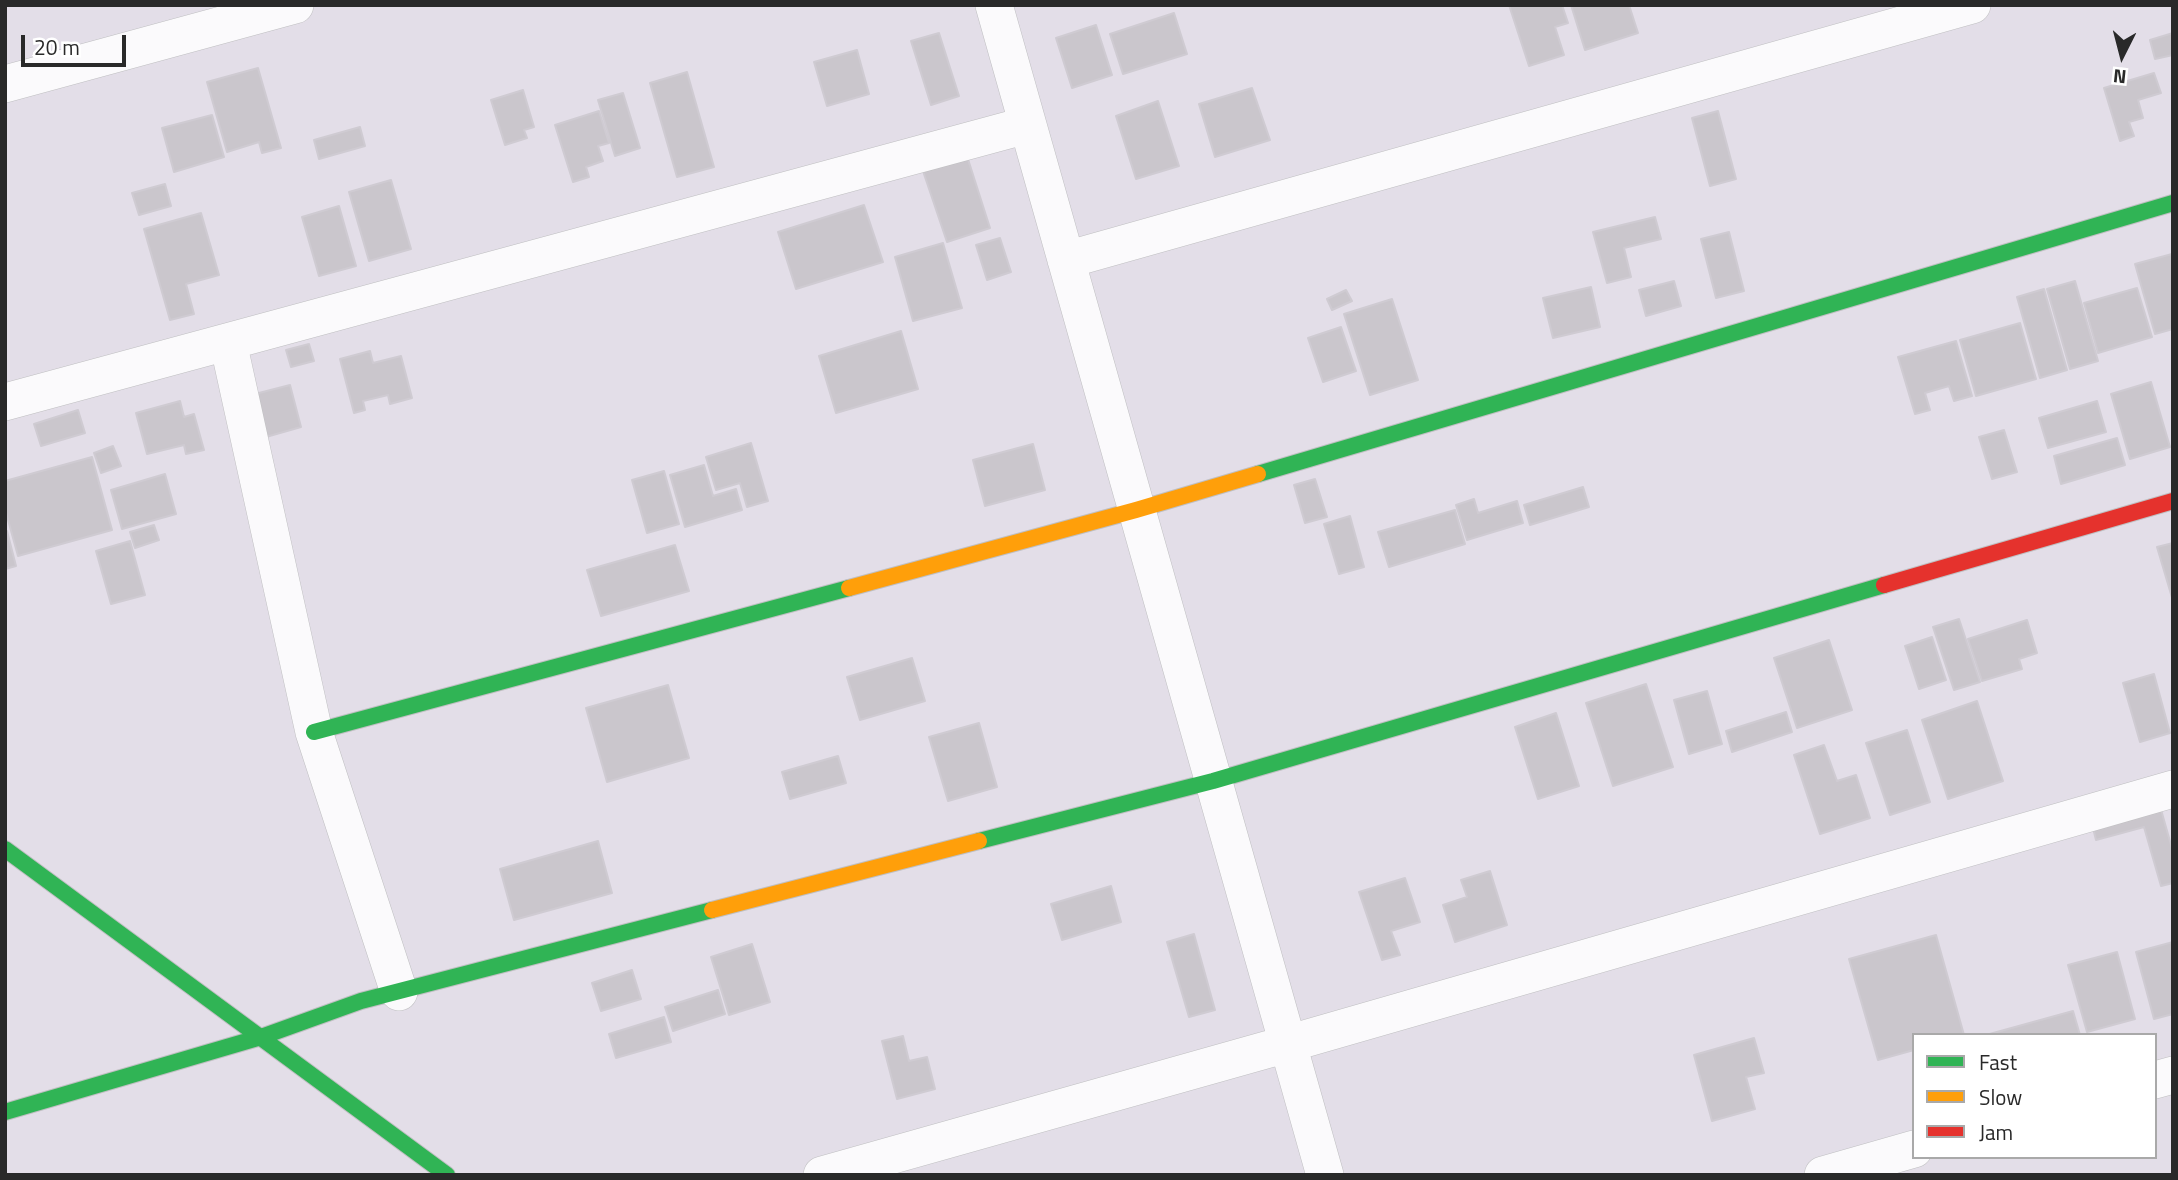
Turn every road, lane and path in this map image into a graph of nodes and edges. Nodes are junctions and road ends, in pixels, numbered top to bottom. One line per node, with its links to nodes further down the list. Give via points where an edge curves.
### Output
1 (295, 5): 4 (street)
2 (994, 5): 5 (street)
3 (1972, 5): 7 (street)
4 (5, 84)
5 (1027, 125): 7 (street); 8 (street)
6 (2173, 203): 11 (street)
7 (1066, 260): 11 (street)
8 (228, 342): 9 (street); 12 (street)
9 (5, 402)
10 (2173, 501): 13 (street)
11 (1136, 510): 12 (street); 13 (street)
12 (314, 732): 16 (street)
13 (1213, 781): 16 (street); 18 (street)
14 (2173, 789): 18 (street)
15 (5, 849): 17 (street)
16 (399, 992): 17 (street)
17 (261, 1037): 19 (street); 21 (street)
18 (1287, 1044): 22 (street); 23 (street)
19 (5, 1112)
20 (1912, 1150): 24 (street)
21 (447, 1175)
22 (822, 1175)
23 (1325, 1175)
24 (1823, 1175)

+ + +

**BRIEF**: Everything in the listing above must be restated word for word, except the images.

**OUTPUT BELOW**:
Turn every road, lane and path in this map image into a graph of nodes and edges. Nodes are junctions and road ends, in pixels, numbered top to bottom. One line per node, with its links to nodes further down the list. Give via points where an edge curves.
### Output
1 (295, 5): 4 (street)
2 (994, 5): 5 (street)
3 (1972, 5): 7 (street)
4 (5, 84)
5 (1027, 125): 7 (street); 8 (street)
6 (2173, 203): 11 (street)
7 (1066, 260): 11 (street)
8 (228, 342): 9 (street); 12 (street)
9 (5, 402)
10 (2173, 501): 13 (street)
11 (1136, 510): 12 (street); 13 (street)
12 (314, 732): 16 (street)
13 (1213, 781): 16 (street); 18 (street)
14 (2173, 789): 18 (street)
15 (5, 849): 17 (street)
16 (399, 992): 17 (street)
17 (261, 1037): 19 (street); 21 (street)
18 (1287, 1044): 22 (street); 23 (street)
19 (5, 1112)
20 (1912, 1150): 24 (street)
21 (447, 1175)
22 (822, 1175)
23 (1325, 1175)
24 (1823, 1175)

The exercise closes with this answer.